Every night, an envelope with the keys to the vault (among other things) was handed over to the police for safekeeping. This envelope was sealed with stamps. Over time, enough stamps were collected (from the waste basket) to make a fake envelope with fake signature and keys. The KP had already stolen a car of the Wehrmacht from a garage in Sittard (plus some barrels of petrol), repaired it and hidden it in Valkenburg. So one night, when the fake envelope was handed to the police, this car, some German uniforms and the real keys were used to empty the vault at the distribution office. By chance, a new 2 month supply had just been sent in and the loot was enormous, filling twelve burlap bags. At first, these were hidden in a farm in Kunrade, but when the Germans started to search through farms, they were brought back to Valkenburg. The officer of the guard, who had participated in the scheme, went into hiding, thus drawing the attention to himself, giving the others freedom to go on with their work.

==Liberation==
When the allies approached Valkenburg in September 1944 there were several days of shooting, with the result that when the allies entered the town on 14 September it was deserted; everyone had fled into the caves. But two men stepped out onto the street, one of them Pierre Schunck, the other a youngster from The Hague who was in hiding with him. They had made contact the day before and now told the 19th US army corps where the Germans were to be found - in a hotel near the only remaining bridge over the river Geul, at the Wilhelminalaan, which the Germans kept intact as long as possible to let their troops retreat. A column of jeeps approached and Pierre was put on the hood of the first one.

Later he found out that the soldier behind him had orders to shoot him if anything went wrong because they still didn't trust him. They were going to conquer the bridge, so Pierre sent off a few locals to tell people to stay indoors and not to start cheering. But the Germans were informed by a collaborating local and blew up the bridge just before the liberating soldiers had reached the bridge (creeping from tree to tree), by igniting the explosive charge that was already in place. So now Valkenburg became a front line and the troops were delayed for three days. The army division got orders to wait until Maastricht was conquered, which happened two days later. So on 17 September Valkenburg was finally on the right side of the front and fully liberated. The people could finally leave the caves, which was needed because during these few days food had run out and the hygienic conditions had become difficult due to the overcrowding of the caves. In those days in the caves three children had been born and an old man had died (of natural causes).

== After the war ==
Members of the Valkenburg resistance agreed to keep their activities a secret after the war, so as not to brag. This posed a problem for historian Loe de Jong when he wrote his famous Het Koninkrijk der Nederlanden in de Tweede Wereldoorlog, because he couldn't get any information. So he concluded there had been no resistance there. Ironically, the only person who was willing to talk was someone who had been on a death list of the resistance, but ultimately not executed.
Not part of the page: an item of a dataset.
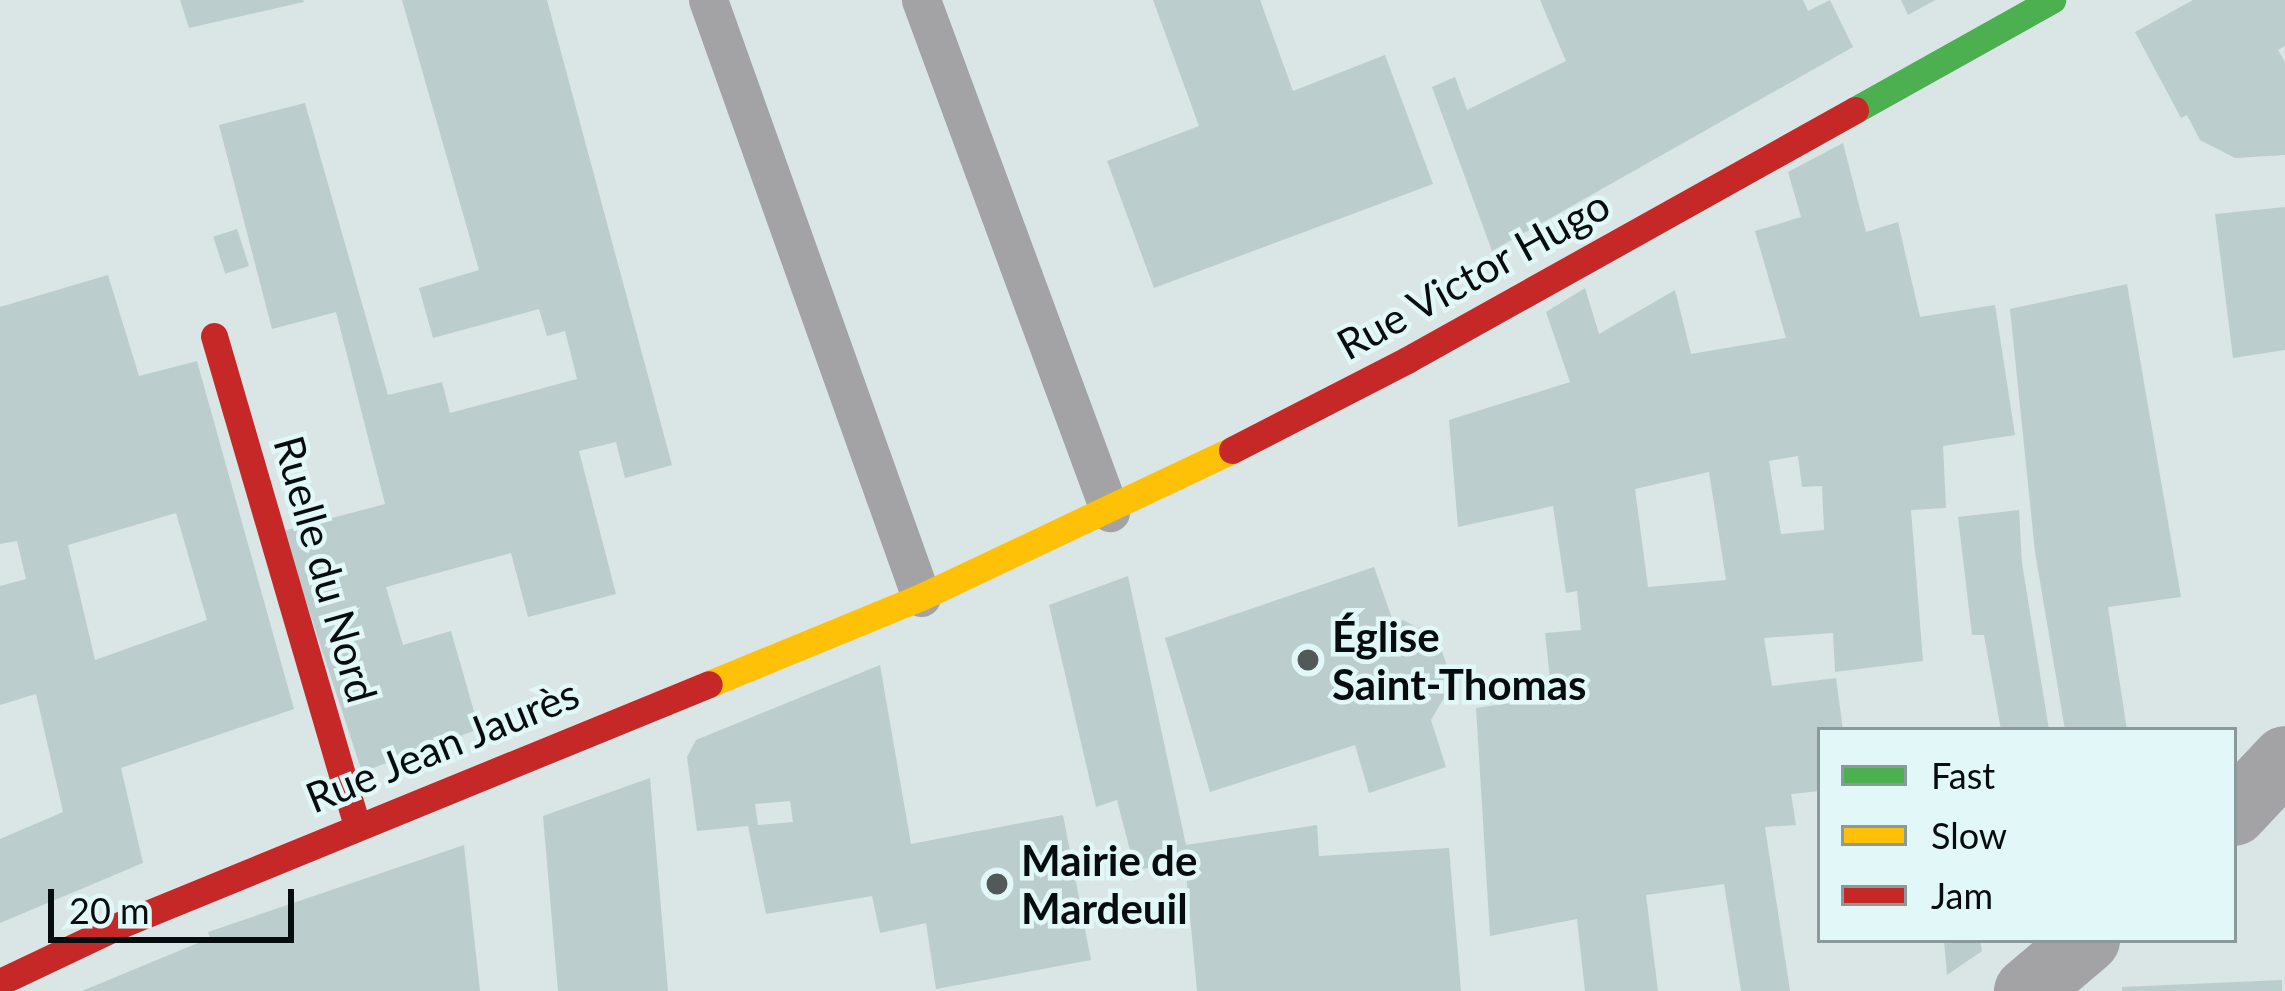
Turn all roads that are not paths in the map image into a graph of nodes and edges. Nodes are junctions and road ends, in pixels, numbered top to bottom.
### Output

But the personal archive of Pierre Schunck proves the contrary, with photos, real and fake 'Ausweise' (identifications) and ration cards, illegal stencils, a file on Jewish victims and the like.

For his work in the resistance, Pierre Schunck was later awarded the Verzetsherdenkingskruis.

Years later, during a wake at the Margraten cemetery, a US soldier started asking around for someone named Paul Simons, but almost everyone had forgotten that name. When he finally found him it turned out he was the soldier who sat behind him with a rifle pointed at his head. He had had sleepless nights because of this and was happy to find Pierre Schunck in good health. This soldier was Bob Hilleque from Chicago, the only member of the A platoon of the 119th regiment who was still alive at the time. Pierre and Bob subsequently became good friends.